One, Two and Three

Fiction Speculative

Written in response to: "Write a story about a victory that no one else will ever know about… but that has changed everything." as part of Against the Odds with Jessica Brody.

The neon tube above the sink did not buzz; it throbbed at exactly sixty hertz, matching the pulse in Matteo’s left temple.

Matteo was a silvering man who collected empty frames. His apartment was not small, but it was narrow, shaped like the inside of a clarinet. Every surface was covered in brushed aluminum foil, which he applied daily with a soft felt roller to ensure no seams showed. Seams allowed the outside to leak in.

He sat at the zinc table. On the table sat a single, unpeeled hard-boiled egg.

"One," Matteo said to the egg. The egg did not reply, which was the highest form of loyalty Matteo had ever known. It occupied its volume of air with absolute precision. It did not expand. It did not sigh. It did not ask if he had considered going out into the rain.

"One is a company,"

Matteo whispered. He liked the word company. It derived from the Latin cum pane—with bread. But there was no bread. Only the egg, the foil, and the sixty-hertz hum. In the reflection of the aluminum wall, his face looked like a wet spoon. He was perfectly, beautifully sufficient. He was an island with a population of exactly one, which meant there was no one to vote him off.

Then the floorboards beneath the radiator gave a dry, splintering cough.

A line of black dust rose from the gap. Matteo did not move his eyes from the egg, but his ears grew wide and thin, like dried apricots.

The dust reshaped itself. It did not crawl; it condensed. From the shadow of the baseboard emerged an entity that looked remarkably like Matteo, though it was roughly the size of a celery stalk and lacked nostrils. It wore a tiny, immaculate suit made of gray lint.

It climbed the table leg using small, suction-tipped fingers that made a sound like pulling tape off cardboard.

Prip. Prip. Prip.

It sat on the opposite edge of the zinc table. It looked at the egg. Then it looked at Matteo.

"Two," the lint-man said. His voice was like two dry leaves rubbing together in a pocket.

"Two is a crowd."

Matteo felt his chest tighten. The air in the room suddenly felt twice as heavy, though the volume had not changed. The presence of the second entity displaced nothing physical, yet the room was suddenly choked with potential history.

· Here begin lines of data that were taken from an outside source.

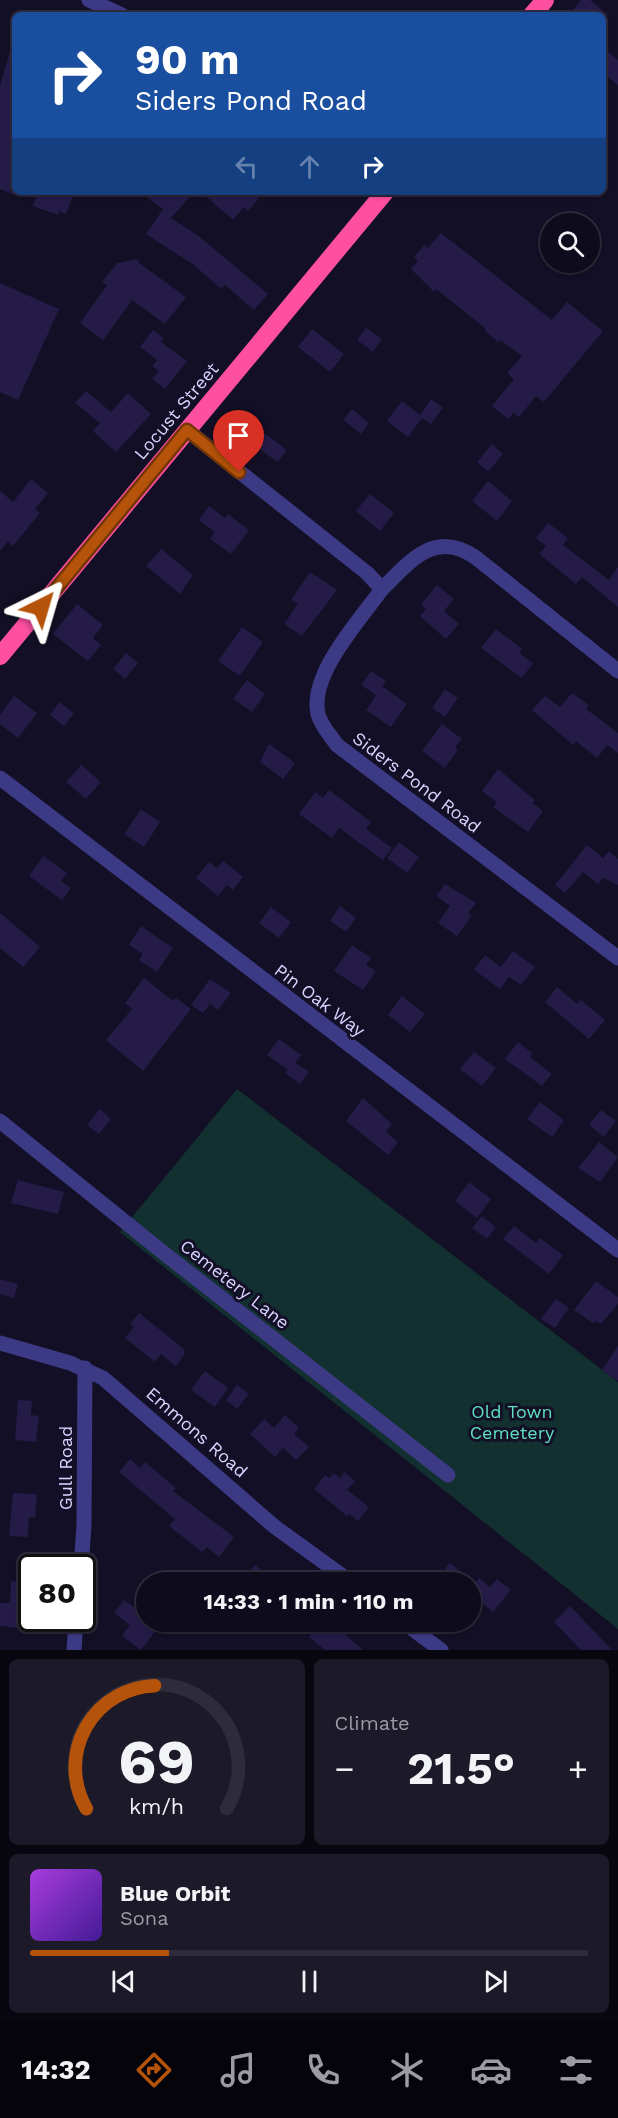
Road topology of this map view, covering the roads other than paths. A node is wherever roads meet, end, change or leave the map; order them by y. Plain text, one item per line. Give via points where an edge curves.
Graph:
1 (89, 0) edge
2 (545, 0) edge
3 (115, 12) edge
4 (535, 12) edge
5 (383, 195) edge
6 (187, 430) junction
7 (382, 589) junction
8 (0, 656) edge
9 (618, 671) edge
10 (0, 778) edge
11 (618, 958) edge
12 (0, 1121) edge
13 (618, 1250) edge
14 (0, 1343) edge
15 (85, 1368) junction
16 (448, 1475) dead end
17 (82, 1554) edge
18 (337, 1572) edge
19 (75, 1632) edge
20 (417, 1632) edge
21 (74, 1650) edge
22 (441, 1650) edge

1 - 3 street
2 - 4 highway
5 - 6 highway, Locust Street
6 - 7 street
6 - 8 highway, Locust Street
7 - 9 street, Siders Pond Road via 423,551 458,547
7 - 11 street, Siders Pond Road via 326,667 317,702 324,727 338,746
10 - 13 street, Pin Oak Way
12 - 16 street, Cemetery Lane
14 - 15 street, Emmons Road
15 - 17 street, Gull Road
15 - 18 street, Emmons Road via 127,1397 275,1527
19 - 21 street
20 - 22 street

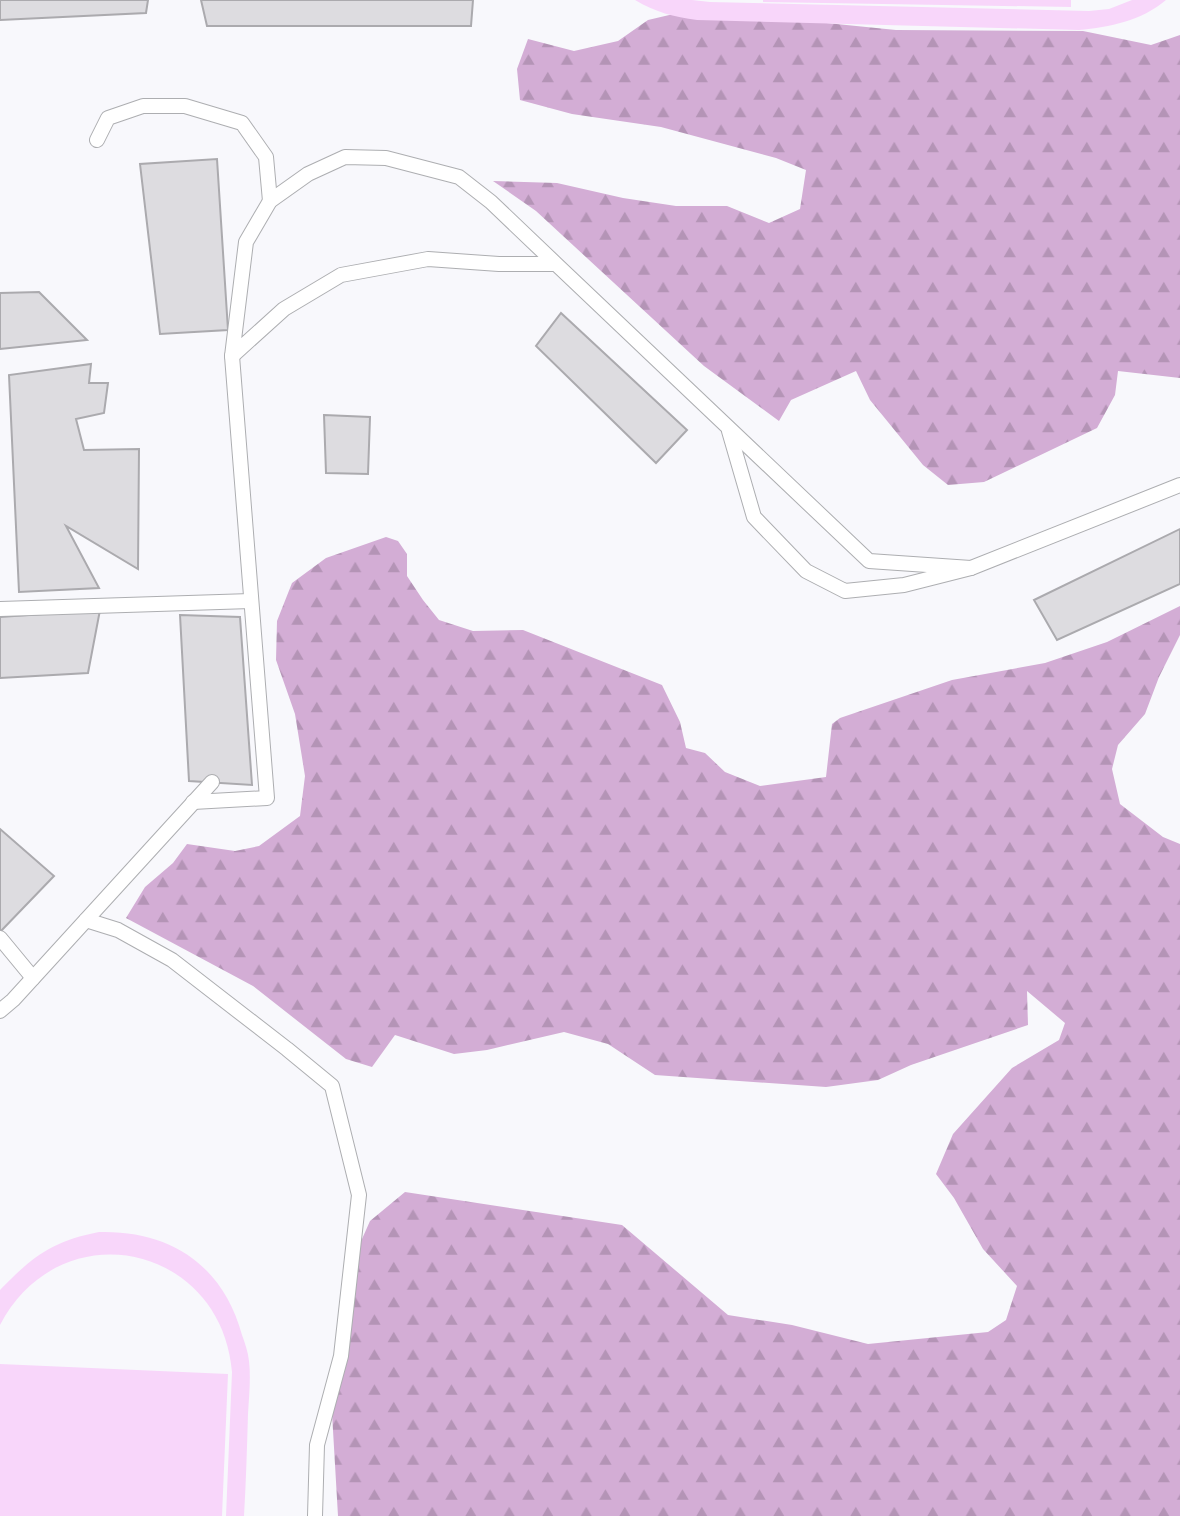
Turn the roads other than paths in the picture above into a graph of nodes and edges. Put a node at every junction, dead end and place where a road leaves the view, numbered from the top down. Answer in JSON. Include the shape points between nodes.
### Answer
{"nodes":[{"id":1,"x":97,"y":141,"type":"dead end"},
{"id":2,"x":270,"y":201,"type":"junction"},
{"id":3,"x":556,"y":264,"type":"junction"},
{"id":4,"x":232,"y":356,"type":"junction"},
{"id":5,"x":729,"y":429,"type":"junction"},
{"id":6,"x":1180,"y":485,"type":"edge"},
{"id":7,"x":971,"y":568,"type":"junction"},
{"id":8,"x":251,"y":601,"type":"junction"},
{"id":9,"x":0,"y":609,"type":"edge"},
{"id":10,"x":212,"y":782,"type":"dead end"},
{"id":11,"x":193,"y":802,"type":"junction"},
{"id":12,"x":86,"y":920,"type":"junction"},
{"id":13,"x":0,"y":938,"type":"edge"},
{"id":14,"x":33,"y":978,"type":"junction"},
{"id":15,"x":0,"y":1011,"type":"edge"},
{"id":16,"x":315,"y":1516,"type":"edge"}],
"edges":[{"from":1,"to":2,"type":"lane","via":[[108,118],[143,106],[184,106],[242,123],[266,157]]},
{"from":2,"to":3,"type":"lane","via":[[308,174],[345,157],[386,158],[459,177]]},
{"from":2,"to":4,"type":"lane","via":[[246,242]]},
{"from":3,"to":4,"type":"lane","via":[[428,259],[341,275],[284,309]]},
{"from":3,"to":5,"type":"lane"},
{"from":4,"to":8,"type":"lane"},
{"from":5,"to":7,"type":"lane","via":[[869,561]]},
{"from":5,"to":7,"type":"lane","via":[[754,517],[806,570],[845,591],[904,585]]},
{"from":6,"to":7,"type":"lane"},
{"from":8,"to":9,"type":"lane"},
{"from":8,"to":11,"type":"lane","via":[[267,798]]},
{"from":10,"to":11,"type":"lane"},
{"from":11,"to":12,"type":"lane"},
{"from":12,"to":14,"type":"lane"},
{"from":12,"to":16,"type":"lane","via":[[118,930],[172,960],[332,1086],[359,1195],[341,1356],[317,1445]]},
{"from":13,"to":14,"type":"lane"},
{"from":14,"to":15,"type":"lane"}]}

"You are taking up my syntax," Matteo said, his voice flat.

"I am dividing the silence," the lint-man corrected. He reached out and touched the egg. He did not break it; he merely indexed it. "Now there is an observer and an observed, and then there is me, the witness. The room is teeming. It is positively vulgar."

"Go back into the lath," Matteo said.

"Can't," the lint-man dry-chirped. "The ratio has shifted. Once you notice the second point, the line exists. You can't un-know a geometric progression, Matteo. Look behind you."

Matteo did not want to look, but his neck was no longer entirely his own. It turned with the slow, jerky torque of a clockwork key.

The aluminum foil on the back wall was bulging. Not outward, like something trying to burst through, but inward, like a vacuum pulling the room into a knot. The silver surface puckered, forming a metallic throat.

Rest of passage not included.